=== Task statement ===
List all lines of the data that include the string "dead".

=== Dataset records ===
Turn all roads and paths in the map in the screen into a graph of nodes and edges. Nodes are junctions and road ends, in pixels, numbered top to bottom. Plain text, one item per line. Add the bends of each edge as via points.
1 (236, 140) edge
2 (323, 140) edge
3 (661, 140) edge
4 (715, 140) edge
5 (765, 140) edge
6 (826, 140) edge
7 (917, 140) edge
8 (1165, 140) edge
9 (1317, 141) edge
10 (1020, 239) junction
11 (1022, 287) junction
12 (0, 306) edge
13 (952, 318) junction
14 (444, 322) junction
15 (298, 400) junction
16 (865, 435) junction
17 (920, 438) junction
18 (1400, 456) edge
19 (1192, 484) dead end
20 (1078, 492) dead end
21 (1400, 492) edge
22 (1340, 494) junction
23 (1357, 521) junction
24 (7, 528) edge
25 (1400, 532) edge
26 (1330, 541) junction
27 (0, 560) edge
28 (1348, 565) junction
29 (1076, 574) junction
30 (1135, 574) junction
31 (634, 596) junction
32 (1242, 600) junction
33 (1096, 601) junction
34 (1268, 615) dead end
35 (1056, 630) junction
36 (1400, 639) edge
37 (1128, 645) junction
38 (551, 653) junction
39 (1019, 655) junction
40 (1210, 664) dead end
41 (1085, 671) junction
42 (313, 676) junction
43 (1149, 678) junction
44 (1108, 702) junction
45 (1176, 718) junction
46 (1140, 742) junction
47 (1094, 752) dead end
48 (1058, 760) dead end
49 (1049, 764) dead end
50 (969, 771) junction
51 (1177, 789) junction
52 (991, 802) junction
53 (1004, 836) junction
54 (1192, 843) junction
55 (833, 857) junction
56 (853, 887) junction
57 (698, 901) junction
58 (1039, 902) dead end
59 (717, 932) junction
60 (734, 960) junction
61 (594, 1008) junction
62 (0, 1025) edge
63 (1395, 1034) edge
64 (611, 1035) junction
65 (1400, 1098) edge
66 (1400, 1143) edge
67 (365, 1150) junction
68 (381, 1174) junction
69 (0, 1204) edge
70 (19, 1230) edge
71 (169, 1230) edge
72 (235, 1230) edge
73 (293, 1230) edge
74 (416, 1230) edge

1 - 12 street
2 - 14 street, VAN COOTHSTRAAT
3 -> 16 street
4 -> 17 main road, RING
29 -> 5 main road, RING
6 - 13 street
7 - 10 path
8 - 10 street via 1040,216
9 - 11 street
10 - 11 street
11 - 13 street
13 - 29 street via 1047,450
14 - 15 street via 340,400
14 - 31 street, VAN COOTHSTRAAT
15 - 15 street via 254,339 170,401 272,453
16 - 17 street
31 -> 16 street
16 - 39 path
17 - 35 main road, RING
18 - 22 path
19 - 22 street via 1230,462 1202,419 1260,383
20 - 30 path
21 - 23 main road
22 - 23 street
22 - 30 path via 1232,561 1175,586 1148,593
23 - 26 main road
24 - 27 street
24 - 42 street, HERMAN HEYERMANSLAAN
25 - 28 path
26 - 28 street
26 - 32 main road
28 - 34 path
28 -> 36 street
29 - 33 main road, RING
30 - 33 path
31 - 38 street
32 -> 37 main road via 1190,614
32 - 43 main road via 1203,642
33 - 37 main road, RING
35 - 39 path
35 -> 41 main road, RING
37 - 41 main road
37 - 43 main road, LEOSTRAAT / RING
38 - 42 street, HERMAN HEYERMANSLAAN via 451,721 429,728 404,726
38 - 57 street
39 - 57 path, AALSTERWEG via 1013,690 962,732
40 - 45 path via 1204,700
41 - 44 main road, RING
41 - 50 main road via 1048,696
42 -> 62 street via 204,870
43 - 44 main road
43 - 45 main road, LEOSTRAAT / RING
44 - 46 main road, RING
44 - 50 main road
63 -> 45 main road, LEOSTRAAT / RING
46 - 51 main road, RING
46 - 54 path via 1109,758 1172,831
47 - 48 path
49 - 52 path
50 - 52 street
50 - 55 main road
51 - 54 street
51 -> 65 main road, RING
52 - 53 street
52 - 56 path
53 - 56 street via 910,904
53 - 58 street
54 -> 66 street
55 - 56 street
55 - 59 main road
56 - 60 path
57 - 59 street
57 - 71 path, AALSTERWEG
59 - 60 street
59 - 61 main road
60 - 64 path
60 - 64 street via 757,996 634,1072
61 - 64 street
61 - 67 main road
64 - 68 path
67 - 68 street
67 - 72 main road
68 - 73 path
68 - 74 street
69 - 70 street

=== Output below ===
19 (1192, 484) dead end
20 (1078, 492) dead end
34 (1268, 615) dead end
40 (1210, 664) dead end
47 (1094, 752) dead end
48 (1058, 760) dead end
49 (1049, 764) dead end
58 (1039, 902) dead end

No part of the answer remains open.